O professor Gabriel Nakamura, do Departamento de Genética, Ecologia e Evolução do Instituto de Ciências Biológicas da UFMG (ICB), é o autor principal de um estudo publicado na revista Proceedings of the Royal Society B: Biological Sciences, uma das mais importantes do mundo na área de biologia. O artigo, intitulado “The hidden biodiversity knowledge split in biological collections” (A divisão oculta do conhecimento sobre biodiversidade nas coleções biológicas), investiga como as informações sobre a diversidade de espécies estão distribuídas de forma desigual entre diferentes regiões do planeta.
O estudo mostra que boa parte do conhecimento sobre a biodiversidade global está concentrada em instituições do chamado Norte Global (países da Europa e da América do Norte), mesmo quando as espécies estudadas são originárias de regiões tropicais, como América do Sul, África e Sudeste Asiático. Esse padrão é especialmente evidente nos chamados espécimes-tipo, que são os exemplares de referência usados para descrever e nomear oficialmente uma espécie.

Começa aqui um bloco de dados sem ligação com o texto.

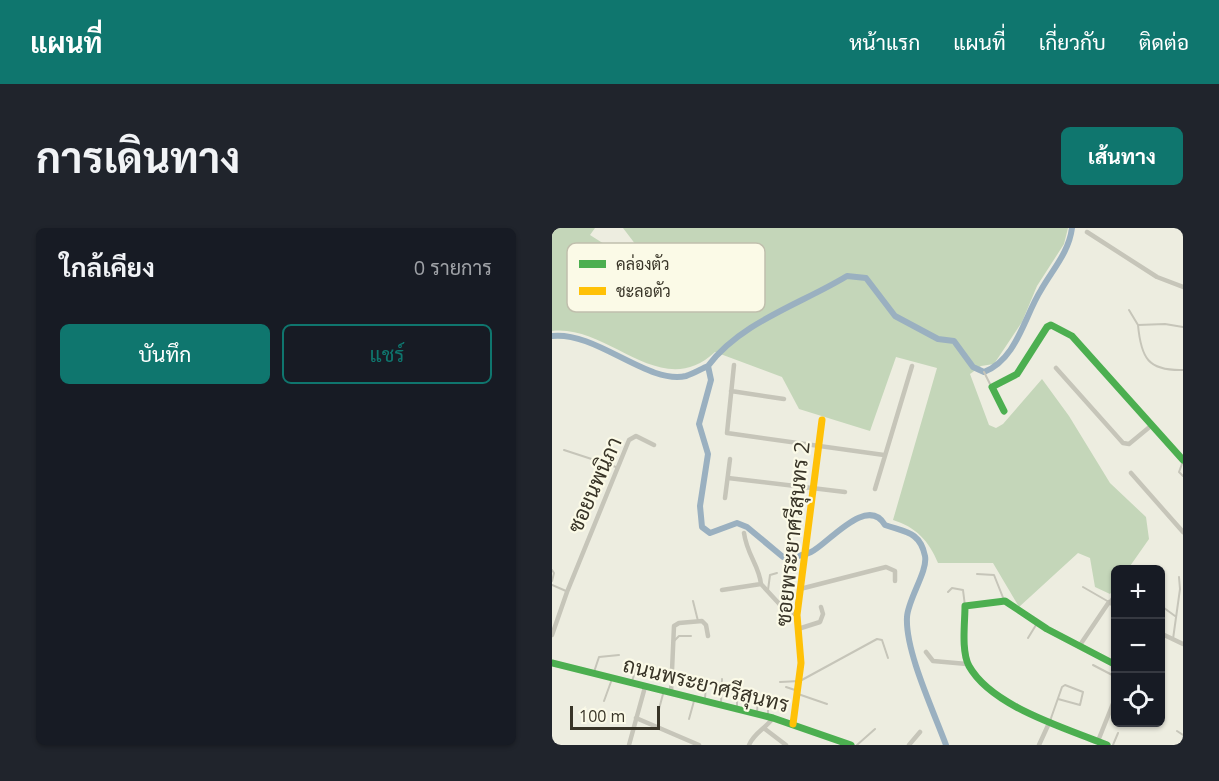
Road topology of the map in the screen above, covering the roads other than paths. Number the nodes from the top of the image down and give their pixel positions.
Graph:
1 (1087, 232) dead end
2 (1183, 287) edge
3 (1129, 310) dead end
4 (1138, 325) junction
5 (1183, 327) edge
6 (734, 365) dead end
7 (912, 366) dead end
8 (1056, 368) dead end
9 (1183, 370) edge
10 (984, 372) dead end
11 (992, 387) junction
12 (731, 391) junction
13 (784, 399) dead end
14 (1004, 411) dead end
15 (822, 420) dead end
16 (1152, 425) junction
17 (654, 445) dead end
18 (818, 447) junction
19 (564, 450) dead end
20 (884, 455) junction
21 (730, 459) dead end
22 (1183, 460) edge
23 (616, 467) junction
24 (1131, 473) dead end
25 (1183, 476) edge
26 (728, 478) junction
27 (813, 489) junction
28 (875, 489) dead end
29 (845, 492) dead end
30 (725, 498) dead end
31 (1183, 532) edge
32 (744, 533) dead end
33 (552, 570) edge
34 (777, 573) dead end
35 (977, 574) dead end
36 (1179, 577) dead end
37 (896, 580) dead end
38 (552, 581) edge
39 (762, 584) junction
40 (552, 585) edge
41 (1083, 587) dead end
42 (800, 589) junction
43 (722, 590) dead end
44 (768, 590) junction
45 (567, 592) junction
46 (948, 592) dead end
47 (1111, 599) edge
48 (1005, 601) junction
49 (693, 602) dead end
50 (1109, 602) junction
51 (965, 606) junction
52 (821, 607) dead end
53 (1165, 608) edge
54 (797, 615) junction
55 (1175, 616) junction
56 (698, 621) junction
57 (1037, 623) junction
58 (798, 629) junction
59 (552, 635) edge
60 (1165, 635) edge
61 (691, 636) dead end
62 (708, 636) dead end
63 (1028, 638) dead end
64 (1173, 639) junction
65 (672, 643) junction
66 (1183, 644) edge
67 (1080, 645) junction
68 (926, 652) dead end
69 (620, 655) dead end
70 (888, 658) dead end
71 (1111, 662) edge
72 (553, 663) edge
73 (638, 664) dead end
74 (967, 664) junction
75 (1093, 666) dead end
76 (552, 672) edge
77 (593, 675) junction
78 (1111, 675) edge
79 (612, 679) junction
80 (722, 679) dead end
81 (800, 681) junction
82 (737, 682) dead end
83 (780, 682) dead end
84 (632, 684) junction
85 (706, 686) dead end
86 (645, 687) junction
87 (786, 687) dead end
88 (667, 692) junction
89 (798, 692) junction
90 (695, 699) junction
91 (1058, 699) junction
92 (758, 700) dead end
93 (604, 701) dead end
94 (705, 701) junction
95 (768, 701) dead end
96 (827, 704) dead end
97 (721, 705) junction
98 (1111, 708) edge
99 (659, 709) dead end
100 (737, 709) junction
101 (757, 714) junction
102 (771, 717) junction
103 (636, 718) junction
104 (689, 719) dead end
105 (1050, 721) junction
106 (793, 724) junction
107 (765, 729) junction
108 (875, 729) dead end
109 (1177, 731) dead end
110 (920, 732) dead end
111 (1118, 733) dead end
112 (1183, 735) edge
113 (1098, 741) junction
114 (629, 745) edge
115 (699, 745) edge
116 (749, 745) edge
117 (786, 745) edge
118 (851, 745) edge
119 (857, 745) edge
120 (909, 745) edge
121 (1039, 745) edge
122 (1106, 745) edge
123 (1113, 745) edge

1 - 2 street
3 - 4 lane
4 - 5 lane
4 - 9 lane
6 - 12 street
7 - 20 street
8 - 16 street
10 - 11 lane
11 - 14 street
11 - 16 street
12 - 13 street
12 - 18 street
15 - 18 street, ซอยพระยาศรีสุนทร 2
16 - 22 street
17 - 23 street, ซอยนพนิภา
18 - 20 street
18 - 27 street, ซอยพระยาศรีสุนทร 2
19 - 23 lane
20 - 28 street
21 - 26 street
22 - 25 lane
23 - 45 street, ซอยนพนิภา
24 - 31 street
26 - 27 street
26 - 30 street
27 - 29 street
27 - 42 street, ซอยพระยาศรีสุนทร 2
32 - 39 street
33 - 38 lane
34 - 44 lane
35 - 48 lane
36 - 55 lane
37 - 42 street
39 - 43 street
39 - 44 street
40 - 45 lane
41 - 50 lane
42 - 54 street, ซอยพระยาศรีสุนทร 2
44 - 54 street
45 - 59 street, ซอยนพนิภา
46 - 51 lane
47 - 50 lane
48 - 51 street
48 - 57 street
49 - 56 lane
50 - 67 street
51 - 74 street
52 - 58 street
53 - 55 lane
54 - 58 street, ซอยพระยาศรีสุนทร 2
55 - 64 lane
56 - 62 street
56 - 65 street
57 - 63 lane
57 - 67 street
58 - 81 street, ซอยพระยาศรีสุนทร 2
60 - 64 street
61 - 65 lane
64 - 66 street
65 - 88 street
67 - 71 street
68 - 74 street
69 - 77 lane
70 - 81 lane
72 - 76 street
72 - 77 street, ถนนพระยาศรีสุนทร
73 - 84 lane
74 - 105 street
75 - 78 lane
77 - 79 street, ถนนพระยาศรีสุนทร
79 - 84 street, ถนนพระยาศรีสุนทร
79 - 93 lane
80 - 97 lane
81 - 83 lane
81 - 89 street, ซอยพระยาศรีสุนทร 2
82 - 100 lane
84 - 86 street, ถนนพระยาศรีสุนทร
85 - 94 lane
86 - 88 street, ถนนพระยาศรีสุนทร
86 - 103 street
87 - 89 lane
88 - 90 street, ถนนพระยาศรีสุนทร
88 - 99 lane
89 - 96 lane
89 - 106 street, ซอยพระยาศรีสุนทร 2
90 - 94 street, ถนนพระยาศรีสุนทร
90 - 104 lane
91 - 91 lane
91 - 105 lane
92 - 101 lane
94 - 97 street, ถนนพระยาศรีสุนทร
95 - 102 lane
97 - 100 street, ถนนพระยาศรีสุนทร
98 - 113 street
100 - 101 street, ถนนพระยาศรีสุนทร
101 - 102 street, ถนนพระยาศรีสุนทร
102 - 106 street, ถนนพระยาศรีสุนทร
102 - 107 street
103 - 114 street
103 - 115 street
105 - 113 street
105 - 121 street
106 - 118 street, ถนนพระยาศรีสุนทร
107 - 116 street
107 - 117 street
108 - 119 lane
109 - 112 lane
110 - 120 street
111 - 123 lane
113 - 122 street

Embora muitos desses espécimes tenham sido coletados em países do Sul Global, eles estão depositados majoritariamente em museus e coleções estrangeiras.
De acordo com os autores, essa desigualdade gera o que chamam de “knowledge split”, ou “divisão do conhecimento”: parte importante das informações sobre a biodiversidade fica inacessível aos pesquisadores dos países de origem das espécies. Isso cria obstáculos para o avanço científico, dificulta o estudo da fauna e da flora locais e reforça desigualdades históricas na produção de conhecimento científico. O trabalho também aponta que essa concentração é resultado de fatores históricos, como o passado colonial, e estruturais, como a diferença na infraestrutura e no financiamento das instituições científicas ao redor do mundo.
A publicação do estudo em uma revista de prestígio como a Proceedings of the Royal Society B evidencia o reconhecimento internacional do trabalho conduzido no ICB UFMG. A pesquisa liderada por Gabriel Nakamura reforça a presença da universidade nos debates científicos e destaca a contribuição de seus pesquisadores para a produção de conhecimento de alcance mundial.